I’m not familiar with this term…could you explain it? Thanks.
I understand your point otherwise but I always felt like my vote was meaningless in Wyoming. Luckily, we had some darn good Republicans in charge…and a couple of wonks! . But, it became a hopeless endeavor to even get them to listen to the small Democrat party there. It’s completely entrenched. @Peeps has the same problem from a different direction in Illinois…Chicago determines the state vote every year. We need some kind of reorg if we want to keep the electorate…I’m just not sure what that would be. Otherwise, I think eliminating it will happen and I’d rather keep some type of electorate than lose it entirely!

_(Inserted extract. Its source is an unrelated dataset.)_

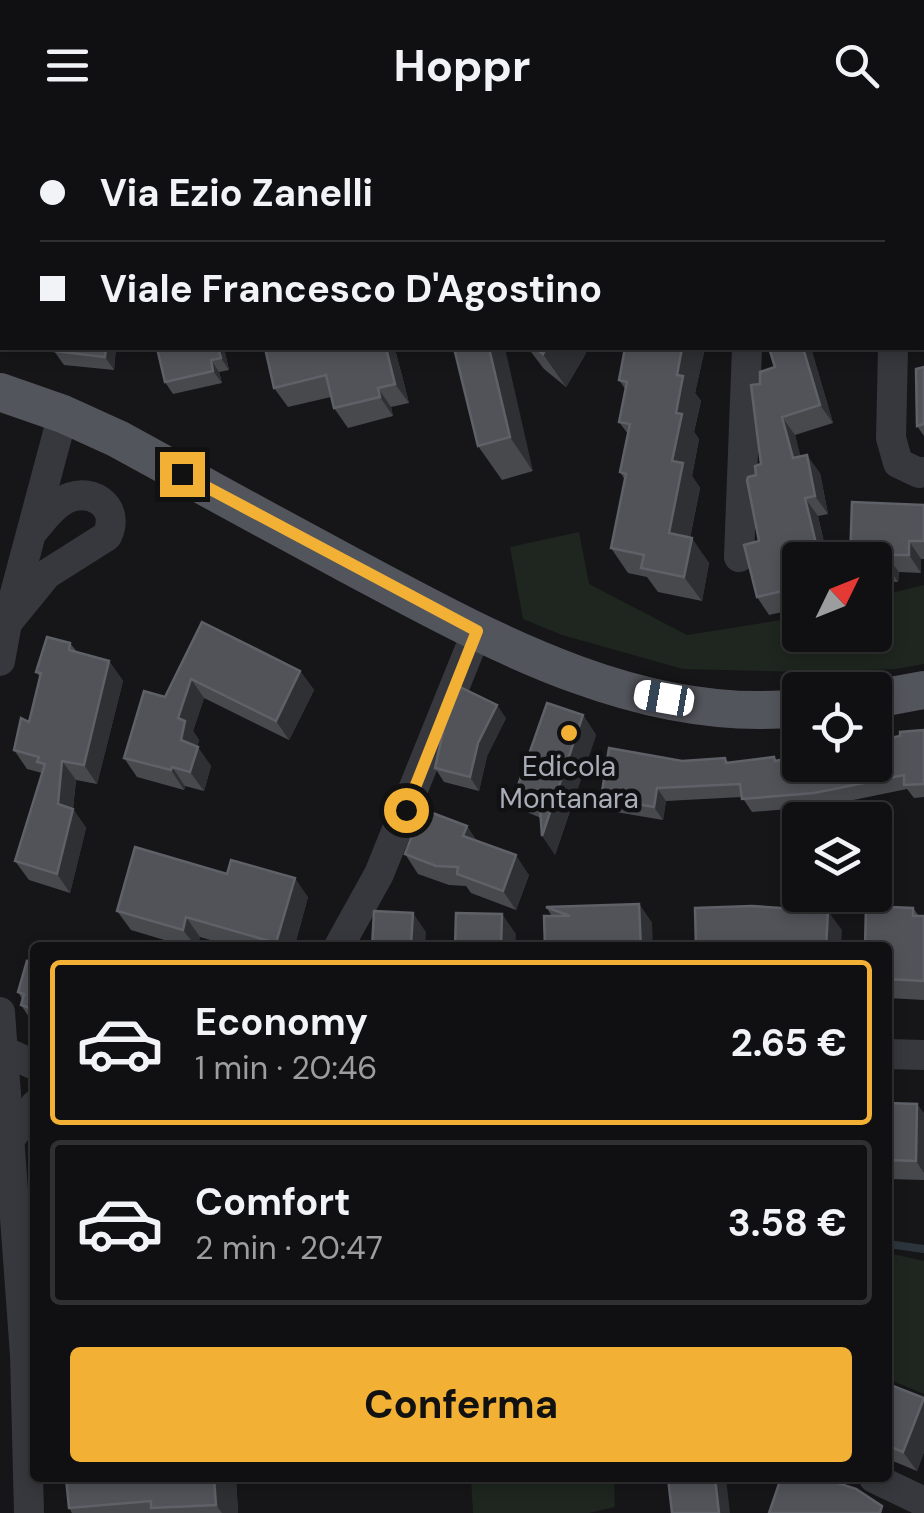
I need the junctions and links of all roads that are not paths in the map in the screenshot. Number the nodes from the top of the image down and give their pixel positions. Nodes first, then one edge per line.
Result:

It’s called spell correct. . I fixed it.
When I first went to Texas in 1972, every statewide office was held by Democrats except Senator Tower. California, in the other hand, was solid Republican. Georgia right now is a swing state - all of a sudden. West Virginia used to be solid blue.

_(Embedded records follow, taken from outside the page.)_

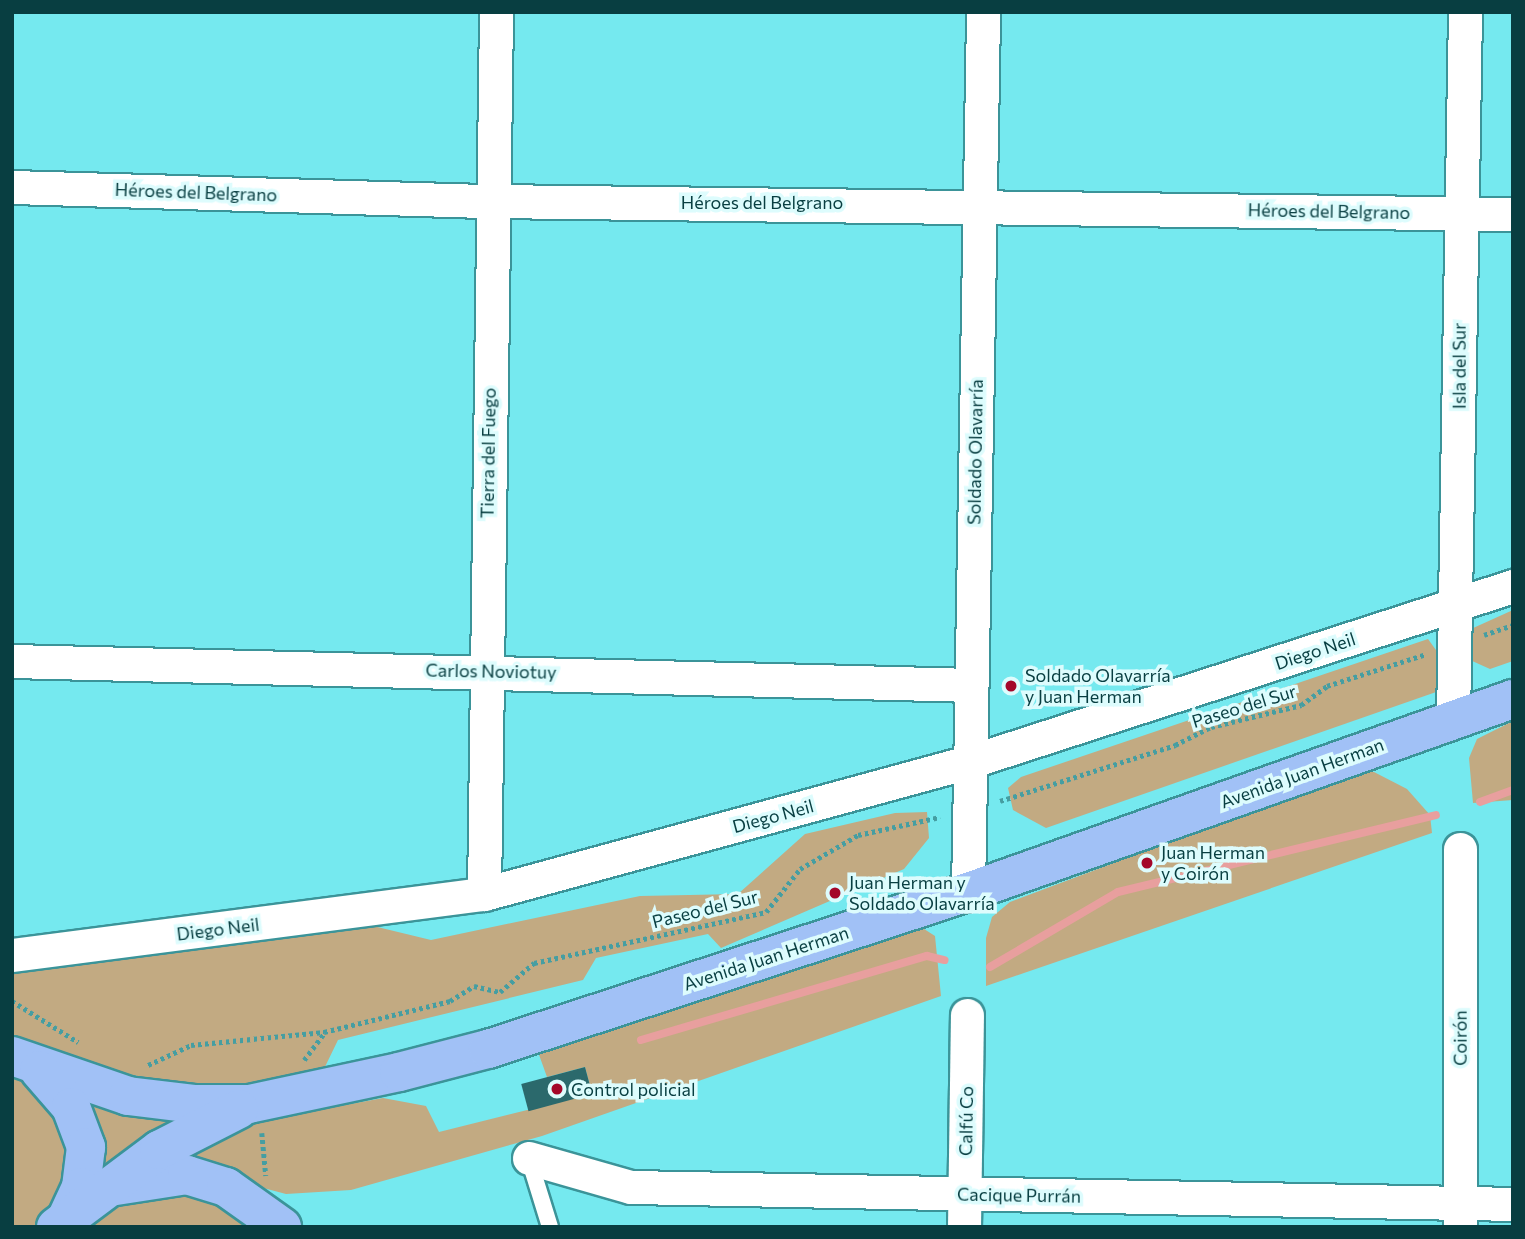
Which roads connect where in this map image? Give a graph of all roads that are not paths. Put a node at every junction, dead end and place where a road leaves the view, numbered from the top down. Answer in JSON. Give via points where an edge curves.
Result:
{"nodes":[{"id":1,"x":496,"y":12,"type":"edge"},
{"id":2,"x":983,"y":12,"type":"edge"},
{"id":3,"x":1465,"y":12,"type":"edge"},
{"id":4,"x":12,"y":187,"type":"edge"},
{"id":5,"x":492,"y":201,"type":"junction"},
{"id":6,"x":979,"y":203,"type":"junction"},
{"id":7,"x":1460,"y":214,"type":"junction"},
{"id":8,"x":1513,"y":214,"type":"edge"},
{"id":9,"x":1513,"y":586,"type":"edge"},
{"id":10,"x":1457,"y":605,"type":"junction"},
{"id":11,"x":12,"y":661,"type":"edge"},
{"id":12,"x":485,"y":671,"type":"junction"},
{"id":13,"x":971,"y":685,"type":"junction"},
{"id":14,"x":1513,"y":699,"type":"edge"},
{"id":15,"x":1453,"y":720,"type":"junction"},
{"id":16,"x":972,"y":761,"type":"junction"},
{"id":17,"x":1460,"y":849,"type":"dead end"},
{"id":18,"x":968,"y":892,"type":"junction"},
{"id":19,"x":484,"y":894,"type":"junction"},
{"id":20,"x":12,"y":955,"type":"edge"},
{"id":21,"x":967,"y":1015,"type":"dead end"},
{"id":22,"x":23,"y":1061,"type":"edge"},
{"id":23,"x":249,"y":1104,"type":"junction"},
{"id":24,"x":529,"y":1158,"type":"joint"},
{"id":25,"x":103,"y":1189,"type":"junction"},
{"id":26,"x":1513,"y":1204,"type":"edge"},
{"id":27,"x":964,"y":1211,"type":"edge"},
{"id":28,"x":1460,"y":1215,"type":"edge"},
{"id":29,"x":62,"y":1222,"type":"edge"},
{"id":30,"x":282,"y":1227,"type":"edge"},
{"id":31,"x":550,"y":1227,"type":"edge"}],
"edges":[{"from":1,"to":5,"type":"street","name":"Tierra del Fuego"},
{"from":2,"to":6,"type":"street","name":"Soldado Olavarría"},
{"from":3,"to":7,"type":"street","name":"Isla del Sur"},
{"from":4,"to":5,"type":"street","name":"Héroes del Belgrano"},
{"from":5,"to":6,"type":"street","name":"Héroes del Belgrano"},
{"from":5,"to":12,"type":"street","name":"Tierra del Fuego"},
{"from":6,"to":7,"type":"street","name":"Héroes del Belgrano"},
{"from":6,"to":13,"type":"street","name":"Soldado Olavarría"},
{"from":7,"to":8,"type":"street","name":"Héroes del Belgrano"},
{"from":7,"to":10,"type":"street","name":"Isla del Sur"},
{"from":9,"to":10,"type":"street","name":"Diego Neil"},
{"from":10,"to":15,"type":"street","name":"Isla del Sur"},
{"from":10,"to":16,"type":"street","name":"Diego Neil"},
{"from":11,"to":12,"type":"street","name":"Carlos Noviotuy"},
{"from":12,"to":13,"type":"street","name":"Carlos Noviotuy"},
{"from":12,"to":19,"type":"street","name":"Tierra del Fuego"},
{"from":13,"to":16,"type":"street","name":"Soldado Olavarría"},
{"from":14,"to":15,"type":"main road","name":"Avenida Juan Herman"},
{"from":15,"to":18,"type":"main road","name":"Avenida Juan Herman"},
{"from":16,"to":18,"type":"street","name":"Soldado Olavarría"},
{"from":16,"to":19,"type":"street","name":"Diego Neil"},
{"from":17,"to":28,"type":"street","name":"Coirón"},
{"from":18,"to":23,"type":"main road","name":"Avenida Juan Herman","via":[[488,1049]]},
{"from":19,"to":20,"type":"street","name":"Diego Neil"},
{"from":21,"to":27,"type":"street","name":"Calfú Co"},
{"from":22,"to":23,"type":"main road","name":"Avenida Juan Herman","via":[[161,1102]]},
{"from":22,"to":29,"type":"main road","name":"Avenida Juan Herman","via":[[71,1107],[86,1147],[81,1187]]},
{"from":23,"to":25,"type":"main road","name":"Avenida Juan Herman","via":[[159,1150]]},
{"from":24,"to":27,"type":"street","name":"Cacique Purrán","via":[[631,1187]]},
{"from":24,"to":31,"type":"lane"},
{"from":25,"to":29,"type":"main road","name":"Avenida Juan Herman"},
{"from":25,"to":30,"type":"main road","via":[[187,1175],[226,1187]]},
{"from":26,"to":28,"type":"street","name":"Cacique Purrán"},
{"from":27,"to":28,"type":"street","name":"Cacique Purrán"}]}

The call for elimination of the electoral college would simply exacerbate the problem you describe. Now, that’s not the reason to keep the EC. The reason to keep the EC is because we are a federal republic. We call them states, not provinces, for a reason. The constitution was designed and created by the states. Of the three tools the states had to control the general government, one is already gone (selection of senators). The electoral college and article 5 must be preserved to preserve the federal nature of the republic.
Actually, the counting of slaves as less than one was a method to limit the political power of the South in Congress [which did influence the number of electors and the taxes paid to the federal government from the states]. Like women at that time, slaves did not have a direct vote but were counted in the census. There was much disagreement on the issue of slavery at our founding. In the end the founders decided and compromised on the issue of slavery in order to concentrate on founding a nation that had aspirations if freedom and equality for all.
If they had not unified to fight for freedom from Great Britain would slavery have ended earlier? Perhaps - Perhaps not
Would the end of slavery been achieved without a very bloody and hard fought civil war? Perhaps. Perhaps not.
Pure Democracy is not sustainable … they can fall to the tyranny of the majority over the minority
“Remember, democracy never lasts long. It soon wastes, exhausts, and murders itself. There was never a democracy yet that did not commit suicide.” John Adams
That was my first thought.
And, in the 20th century, southern states fought off elimination of the electoral college because they got the influence based on census numbers even though black voters were disenfranchised. In that way, the states had far more influence than would happen in a national plebiscite.
One law professor backed ‘cumulative voting’ in some areas to balance minority influence. Conservatives called Harvard law professor Lani Guinier a ‘quota queen’ and kept her from serving in the Clinton administration.